[Collected data entries]
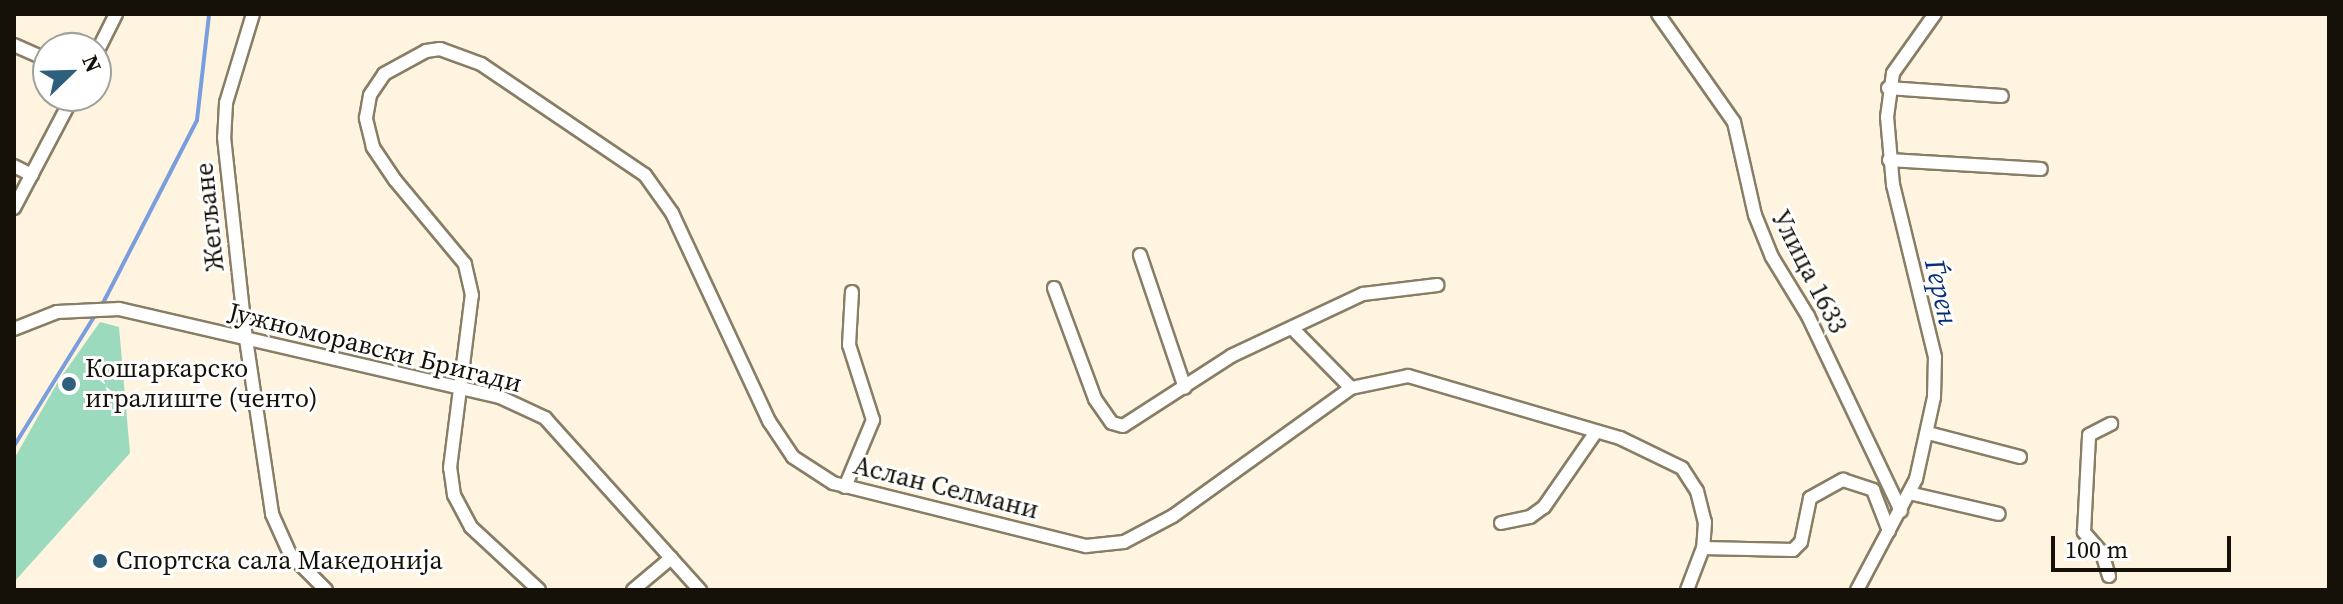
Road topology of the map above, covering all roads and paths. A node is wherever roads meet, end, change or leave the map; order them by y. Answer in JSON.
{"nodes":[{"id":1,"x":116,"y":14,"type":"edge"},
{"id":2,"x":253,"y":14,"type":"edge"},
{"id":3,"x":1658,"y":14,"type":"edge"},
{"id":4,"x":1935,"y":14,"type":"edge"},
{"id":5,"x":107,"y":32,"type":"edge"},
{"id":6,"x":1888,"y":88,"type":"junction"},
{"id":7,"x":2002,"y":96,"type":"dead end"},
{"id":8,"x":65,"y":112,"type":"edge"},
{"id":9,"x":1889,"y":160,"type":"junction"},
{"id":10,"x":14,"y":166,"type":"edge"},
{"id":11,"x":2041,"y":169,"type":"dead end"},
{"id":12,"x":32,"y":175,"type":"junction"},
{"id":13,"x":14,"y":208,"type":"edge"},
{"id":14,"x":1140,"y":255,"type":"dead end"},
{"id":15,"x":1437,"y":285,"type":"dead end"},
{"id":16,"x":1054,"y":288,"type":"dead end"},
{"id":17,"x":852,"y":292,"type":"dead end"},
{"id":18,"x":14,"y":329,"type":"edge"},
{"id":19,"x":1294,"y":330,"type":"junction"},
{"id":20,"x":246,"y":339,"type":"junction"},
{"id":21,"x":460,"y":387,"type":"junction"},
{"id":22,"x":1185,"y":388,"type":"junction"},
{"id":23,"x":1351,"y":388,"type":"junction"},
{"id":24,"x":2111,"y":424,"type":"dead end"},
{"id":25,"x":1596,"y":432,"type":"junction"},
{"id":26,"x":1928,"y":433,"type":"junction"},
{"id":27,"x":2020,"y":457,"type":"dead end"},
{"id":28,"x":845,"y":487,"type":"junction"},
{"id":29,"x":1909,"y":493,"type":"junction"},
{"id":30,"x":1901,"y":511,"type":"junction"},
{"id":31,"x":1999,"y":514,"type":"dead end"},
{"id":32,"x":1501,"y":523,"type":"dead end"},
{"id":33,"x":1889,"y":531,"type":"junction"},
{"id":34,"x":1703,"y":548,"type":"junction"},
{"id":35,"x":671,"y":558,"type":"junction"},
{"id":36,"x":2109,"y":576,"type":"dead end"},
{"id":37,"x":326,"y":590,"type":"edge"},
{"id":38,"x":539,"y":590,"type":"edge"},
{"id":39,"x":633,"y":590,"type":"edge"},
{"id":40,"x":700,"y":590,"type":"edge"},
{"id":41,"x":1687,"y":590,"type":"edge"},
{"id":42,"x":1857,"y":590,"type":"edge"}],
"edges":[{"from":1,"to":5,"type":"street"},
{"from":2,"to":20,"type":"street","name":"Жегљане"},
{"from":3,"to":30,"type":"street","name":"Улица 1633"},
{"from":4,"to":6,"type":"street"},
{"from":6,"to":7,"type":"street"},
{"from":6,"to":9,"type":"street"},
{"from":8,"to":12,"type":"street"},
{"from":9,"to":11,"type":"street"},
{"from":9,"to":26,"type":"street"},
{"from":10,"to":12,"type":"street"},
{"from":12,"to":13,"type":"street"},
{"from":14,"to":22,"type":"street"},
{"from":15,"to":19,"type":"street"},
{"from":16,"to":22,"type":"street"},
{"from":17,"to":28,"type":"street"},
{"from":18,"to":20,"type":"street","name":"Јужноморавски Бригади"},
{"from":19,"to":22,"type":"street"},
{"from":19,"to":23,"type":"street"},
{"from":20,"to":21,"type":"street","name":"Јужноморавски Бригади"},
{"from":20,"to":37,"type":"street","name":"Жегљане"},
{"from":21,"to":28,"type":"street","name":"Аслан Селмани"},
{"from":21,"to":35,"type":"street","name":"Јужноморавски Бригади"},
{"from":21,"to":38,"type":"street","name":"Јужноморавски Бригади"},
{"from":23,"to":25,"type":"street","name":"Аслан Селмани"},
{"from":23,"to":28,"type":"street","name":"Аслан Селмани"},
{"from":24,"to":36,"type":"street"},
{"from":25,"to":32,"type":"street"},
{"from":25,"to":34,"type":"street","name":"Аслан Селмани"},
{"from":26,"to":27,"type":"street"},
{"from":26,"to":29,"type":"street"},
{"from":29,"to":30,"type":"street"},
{"from":29,"to":31,"type":"street"},
{"from":30,"to":33,"type":"street"},
{"from":33,"to":34,"type":"street"},
{"from":33,"to":42,"type":"street"},
{"from":34,"to":41,"type":"street","name":"Аслан Селмани"},
{"from":35,"to":39,"type":"street"},
{"from":35,"to":40,"type":"street","name":"Јужноморавски Бригади"}]}
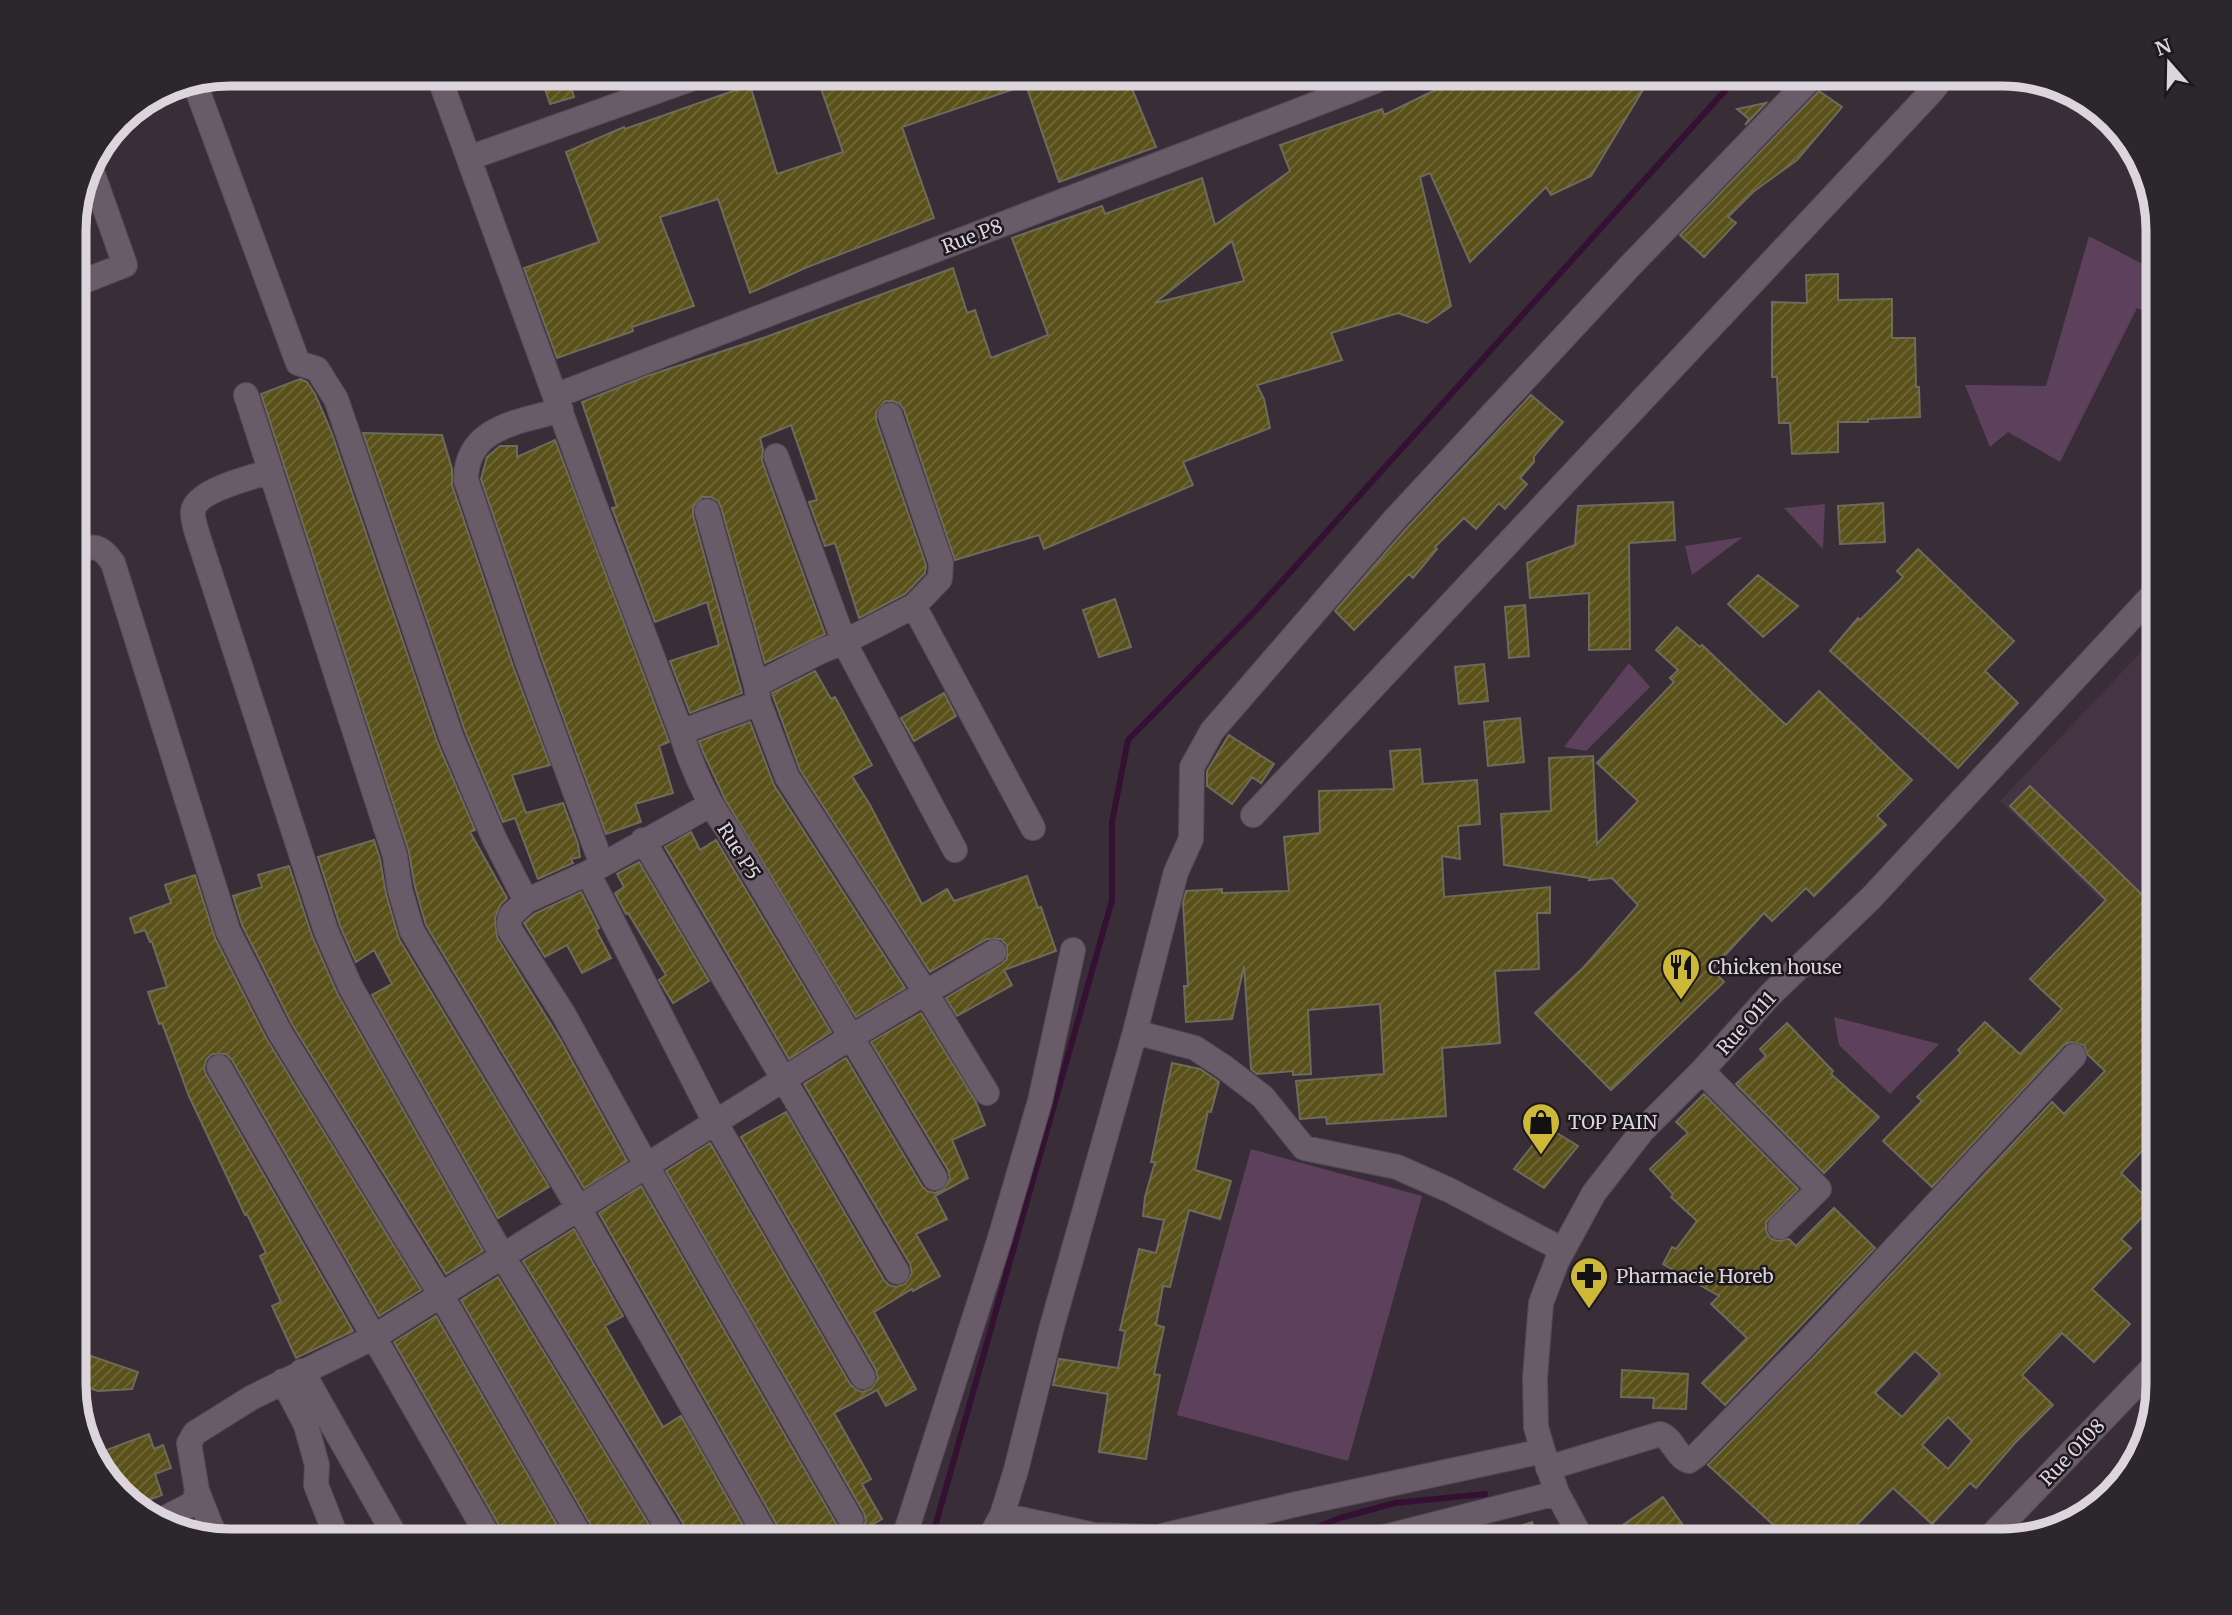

→ What the task requires: When you transcribe the entries above, keep every word exact and leave out the pictures.

→ Output for this task:
Road topology of the map above, covering all roads and paths. A node is wherever roads meet, end, change or leave the map; order them by y. Answer in JSON.
{"nodes":[{"id":1,"x":116,"y":14,"type":"edge"},
{"id":2,"x":253,"y":14,"type":"edge"},
{"id":3,"x":1658,"y":14,"type":"edge"},
{"id":4,"x":1935,"y":14,"type":"edge"},
{"id":5,"x":107,"y":32,"type":"edge"},
{"id":6,"x":1888,"y":88,"type":"junction"},
{"id":7,"x":2002,"y":96,"type":"dead end"},
{"id":8,"x":65,"y":112,"type":"edge"},
{"id":9,"x":1889,"y":160,"type":"junction"},
{"id":10,"x":14,"y":166,"type":"edge"},
{"id":11,"x":2041,"y":169,"type":"dead end"},
{"id":12,"x":32,"y":175,"type":"junction"},
{"id":13,"x":14,"y":208,"type":"edge"},
{"id":14,"x":1140,"y":255,"type":"dead end"},
{"id":15,"x":1437,"y":285,"type":"dead end"},
{"id":16,"x":1054,"y":288,"type":"dead end"},
{"id":17,"x":852,"y":292,"type":"dead end"},
{"id":18,"x":14,"y":329,"type":"edge"},
{"id":19,"x":1294,"y":330,"type":"junction"},
{"id":20,"x":246,"y":339,"type":"junction"},
{"id":21,"x":460,"y":387,"type":"junction"},
{"id":22,"x":1185,"y":388,"type":"junction"},
{"id":23,"x":1351,"y":388,"type":"junction"},
{"id":24,"x":2111,"y":424,"type":"dead end"},
{"id":25,"x":1596,"y":432,"type":"junction"},
{"id":26,"x":1928,"y":433,"type":"junction"},
{"id":27,"x":2020,"y":457,"type":"dead end"},
{"id":28,"x":845,"y":487,"type":"junction"},
{"id":29,"x":1909,"y":493,"type":"junction"},
{"id":30,"x":1901,"y":511,"type":"junction"},
{"id":31,"x":1999,"y":514,"type":"dead end"},
{"id":32,"x":1501,"y":523,"type":"dead end"},
{"id":33,"x":1889,"y":531,"type":"junction"},
{"id":34,"x":1703,"y":548,"type":"junction"},
{"id":35,"x":671,"y":558,"type":"junction"},
{"id":36,"x":2109,"y":576,"type":"dead end"},
{"id":37,"x":326,"y":590,"type":"edge"},
{"id":38,"x":539,"y":590,"type":"edge"},
{"id":39,"x":633,"y":590,"type":"edge"},
{"id":40,"x":700,"y":590,"type":"edge"},
{"id":41,"x":1687,"y":590,"type":"edge"},
{"id":42,"x":1857,"y":590,"type":"edge"}],
"edges":[{"from":1,"to":5,"type":"street"},
{"from":2,"to":20,"type":"street","name":"Жегљане"},
{"from":3,"to":30,"type":"street","name":"Улица 1633"},
{"from":4,"to":6,"type":"street"},
{"from":6,"to":7,"type":"street"},
{"from":6,"to":9,"type":"street"},
{"from":8,"to":12,"type":"street"},
{"from":9,"to":11,"type":"street"},
{"from":9,"to":26,"type":"street"},
{"from":10,"to":12,"type":"street"},
{"from":12,"to":13,"type":"street"},
{"from":14,"to":22,"type":"street"},
{"from":15,"to":19,"type":"street"},
{"from":16,"to":22,"type":"street"},
{"from":17,"to":28,"type":"street"},
{"from":18,"to":20,"type":"street","name":"Јужноморавски Бригади"},
{"from":19,"to":22,"type":"street"},
{"from":19,"to":23,"type":"street"},
{"from":20,"to":21,"type":"street","name":"Јужноморавски Бригади"},
{"from":20,"to":37,"type":"street","name":"Жегљане"},
{"from":21,"to":28,"type":"street","name":"Аслан Селмани"},
{"from":21,"to":35,"type":"street","name":"Јужноморавски Бригади"},
{"from":21,"to":38,"type":"street","name":"Јужноморавски Бригади"},
{"from":23,"to":25,"type":"street","name":"Аслан Селмани"},
{"from":23,"to":28,"type":"street","name":"Аслан Селмани"},
{"from":24,"to":36,"type":"street"},
{"from":25,"to":32,"type":"street"},
{"from":25,"to":34,"type":"street","name":"Аслан Селмани"},
{"from":26,"to":27,"type":"street"},
{"from":26,"to":29,"type":"street"},
{"from":29,"to":30,"type":"street"},
{"from":29,"to":31,"type":"street"},
{"from":30,"to":33,"type":"street"},
{"from":33,"to":34,"type":"street"},
{"from":33,"to":42,"type":"street"},
{"from":34,"to":41,"type":"street","name":"Аслан Селмани"},
{"from":35,"to":39,"type":"street"},
{"from":35,"to":40,"type":"street","name":"Јужноморавски Бригади"}]}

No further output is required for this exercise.